As I grew older, the search for the answers to all of those “hows” sent me, like an explorer, into times and places near and far. I scoured history books and spiritual tomes. I spoke with Holocaust survivors and a Palestinian man imprisoned and beaten by descendants’ of those who had fled atrocities themselves. I learned from the students I was asked to teach: immigrants and refugees from the world over. I was lucky enough to set my feet upon many different lands. I was human enough to fall head first into abysses where I searched seemingly endlessly and hopelessly for light. In the end, I found only two answers to all of those questions of how: one is fear, the other is love.

Scared of everything as a child, from spiders in the house to strangers on the street, bullied at school, I knew fear very well. I thought that everyone and everything had the potential to hurt me. As an adult I learned: this is true. But so is the reverse: everyone and everything has the potential to love you.

How, if given the choice between fear and love, could we ever choose fear?

Perhaps because love isn’t an easy choice, for love is not some gentle breeze that lullabies you to sleep and serenades you to wakefulness. Love is a hurricane. It blows your roof away and leaves you susceptible to the storms of life. It shakes the beliefs that have become the foundation upon which you stand and then razes that foundation to the ground. In the ashes you find questions. Nothing is safe from how: not the people who raised you, not the place where you pray, not the deepest corners of your mind or the darkest shadows in your heart. Love rattles you so thoroughly that your clenched hands open and everything that you clutch, everything that is supposed to protect you: your home from the cold, your food from hunger, your clothes from exposure, your accomplishments from the reality of forgetfulness and impermanence, your life from death, is gone. And we stand as we are: utterly vulnerable, our lives in each other’s hands and hearts.

When this fear, manifested in the form of hatred, surrounds us, speaks daily to us, promises to hurt so many and sets in place plans to do so, it is easy to give in to fear ourselves. It is easy to lose hope. It is easy for sorrow to take hold, and for us to close in upon ourselves, and to doubt the goodness in life. Fear and hatred are easy. Love is not.

But love was never meant to be easy. It was simply meant to be. It was meant to be storms and tornadoes and maelstroms and fires. It was meant to make us braver and stronger than we ever thought we could be. It was meant to show us the vision of the stars: that everything is beautiful and clear from a distance. It was meant to remind us of the wisdom that we knew at birth: that beauty also exists up close. It was meant for us to profoundly know abysses and heights, and to keep the company of valleys and mountains, so that neither they nor we would ever know true solitude. It was meant to help us create the only wall that life ever decreed should be built: a circular one formed of people linked hand in hand in kindness and solidarity to protect any sister or brother under attack. Love was meant to give. Love was meant to live. Love was meant to survive, and it will, for it always does.

How.

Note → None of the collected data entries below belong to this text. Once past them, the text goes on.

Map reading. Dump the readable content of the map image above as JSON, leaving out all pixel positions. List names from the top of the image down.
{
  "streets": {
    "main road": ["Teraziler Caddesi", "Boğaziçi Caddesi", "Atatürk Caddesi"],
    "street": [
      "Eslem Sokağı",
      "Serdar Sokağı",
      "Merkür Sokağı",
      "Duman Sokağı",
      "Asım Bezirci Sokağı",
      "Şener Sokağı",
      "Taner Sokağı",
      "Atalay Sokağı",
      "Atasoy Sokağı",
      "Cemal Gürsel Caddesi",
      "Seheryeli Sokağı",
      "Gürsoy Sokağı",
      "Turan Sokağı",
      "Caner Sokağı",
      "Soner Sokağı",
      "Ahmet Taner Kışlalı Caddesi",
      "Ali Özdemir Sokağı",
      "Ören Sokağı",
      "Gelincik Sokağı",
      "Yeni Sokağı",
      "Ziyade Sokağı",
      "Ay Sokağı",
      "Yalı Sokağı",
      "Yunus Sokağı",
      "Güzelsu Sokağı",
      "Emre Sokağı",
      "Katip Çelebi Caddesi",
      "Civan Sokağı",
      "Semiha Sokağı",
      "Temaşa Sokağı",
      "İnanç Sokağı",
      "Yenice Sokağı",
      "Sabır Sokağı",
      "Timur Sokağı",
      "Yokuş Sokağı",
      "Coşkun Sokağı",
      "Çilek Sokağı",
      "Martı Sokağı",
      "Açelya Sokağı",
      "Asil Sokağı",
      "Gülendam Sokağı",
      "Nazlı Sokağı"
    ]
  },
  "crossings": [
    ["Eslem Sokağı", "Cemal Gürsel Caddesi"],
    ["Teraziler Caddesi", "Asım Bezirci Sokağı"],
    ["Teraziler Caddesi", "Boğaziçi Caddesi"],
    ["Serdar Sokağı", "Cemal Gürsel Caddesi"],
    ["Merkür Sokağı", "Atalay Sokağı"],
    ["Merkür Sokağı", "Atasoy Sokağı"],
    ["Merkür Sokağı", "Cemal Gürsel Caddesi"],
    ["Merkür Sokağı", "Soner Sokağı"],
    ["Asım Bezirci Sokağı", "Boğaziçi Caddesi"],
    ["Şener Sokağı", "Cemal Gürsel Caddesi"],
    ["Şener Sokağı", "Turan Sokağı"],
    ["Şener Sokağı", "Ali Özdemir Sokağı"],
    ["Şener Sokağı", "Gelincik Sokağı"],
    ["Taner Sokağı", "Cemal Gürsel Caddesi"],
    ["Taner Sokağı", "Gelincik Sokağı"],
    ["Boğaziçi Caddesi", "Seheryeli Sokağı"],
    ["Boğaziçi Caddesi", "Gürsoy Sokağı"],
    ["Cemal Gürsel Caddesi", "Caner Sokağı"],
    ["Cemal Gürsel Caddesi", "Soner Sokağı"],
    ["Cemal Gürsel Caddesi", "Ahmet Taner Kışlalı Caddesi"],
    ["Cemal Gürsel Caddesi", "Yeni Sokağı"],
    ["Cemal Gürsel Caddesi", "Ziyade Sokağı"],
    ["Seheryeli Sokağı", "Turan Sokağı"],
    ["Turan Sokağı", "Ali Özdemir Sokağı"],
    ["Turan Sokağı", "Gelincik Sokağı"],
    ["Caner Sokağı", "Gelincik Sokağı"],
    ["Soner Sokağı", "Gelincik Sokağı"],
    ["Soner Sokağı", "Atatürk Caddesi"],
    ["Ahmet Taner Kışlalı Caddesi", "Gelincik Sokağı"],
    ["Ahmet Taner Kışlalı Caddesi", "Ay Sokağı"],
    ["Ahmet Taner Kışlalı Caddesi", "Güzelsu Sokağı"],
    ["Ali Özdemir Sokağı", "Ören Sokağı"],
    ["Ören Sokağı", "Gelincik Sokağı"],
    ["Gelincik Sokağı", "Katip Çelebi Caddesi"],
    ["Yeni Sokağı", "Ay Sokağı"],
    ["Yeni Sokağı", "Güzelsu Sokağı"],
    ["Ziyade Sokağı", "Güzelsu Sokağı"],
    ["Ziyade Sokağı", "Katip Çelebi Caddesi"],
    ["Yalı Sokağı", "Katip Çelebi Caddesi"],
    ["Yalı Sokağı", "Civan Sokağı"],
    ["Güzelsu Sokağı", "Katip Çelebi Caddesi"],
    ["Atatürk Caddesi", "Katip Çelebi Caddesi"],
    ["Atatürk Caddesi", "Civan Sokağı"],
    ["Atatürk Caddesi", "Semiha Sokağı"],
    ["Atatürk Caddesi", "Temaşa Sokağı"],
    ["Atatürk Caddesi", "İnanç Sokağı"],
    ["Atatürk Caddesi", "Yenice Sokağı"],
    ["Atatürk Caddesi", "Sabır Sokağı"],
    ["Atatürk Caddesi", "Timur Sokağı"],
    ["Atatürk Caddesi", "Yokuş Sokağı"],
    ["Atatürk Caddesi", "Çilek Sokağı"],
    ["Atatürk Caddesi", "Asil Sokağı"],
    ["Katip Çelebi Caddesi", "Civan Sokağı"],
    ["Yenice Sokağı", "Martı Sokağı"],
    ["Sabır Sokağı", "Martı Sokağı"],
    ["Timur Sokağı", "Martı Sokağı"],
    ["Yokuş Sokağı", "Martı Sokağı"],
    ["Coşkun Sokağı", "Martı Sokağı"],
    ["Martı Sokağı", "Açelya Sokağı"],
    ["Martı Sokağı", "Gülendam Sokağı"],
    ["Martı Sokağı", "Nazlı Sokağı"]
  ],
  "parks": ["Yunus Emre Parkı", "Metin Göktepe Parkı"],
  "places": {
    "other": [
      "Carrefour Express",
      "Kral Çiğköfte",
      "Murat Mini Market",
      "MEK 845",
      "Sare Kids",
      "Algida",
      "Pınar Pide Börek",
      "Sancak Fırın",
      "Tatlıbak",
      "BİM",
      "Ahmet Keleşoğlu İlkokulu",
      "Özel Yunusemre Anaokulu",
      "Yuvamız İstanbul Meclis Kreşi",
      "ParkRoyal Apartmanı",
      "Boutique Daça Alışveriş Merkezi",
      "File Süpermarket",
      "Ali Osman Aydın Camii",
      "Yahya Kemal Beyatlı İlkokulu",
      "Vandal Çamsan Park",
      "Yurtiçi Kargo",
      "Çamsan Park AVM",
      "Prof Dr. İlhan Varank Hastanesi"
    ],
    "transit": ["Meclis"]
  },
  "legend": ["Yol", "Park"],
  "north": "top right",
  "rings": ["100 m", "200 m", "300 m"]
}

I thought it was a question to be answered when I was younger. In truth, it is a choice to be made. How lucky are we that each and every one of us is born with strength and courage enough to always choose love: over any coward that should rule; over any law that seeks to take from anyone the power and freedom they were given at birth; over hatred; over cruelty; over indifference; over fear. How lucky are we that we can always choose love. How lucky are we that we can always choose love.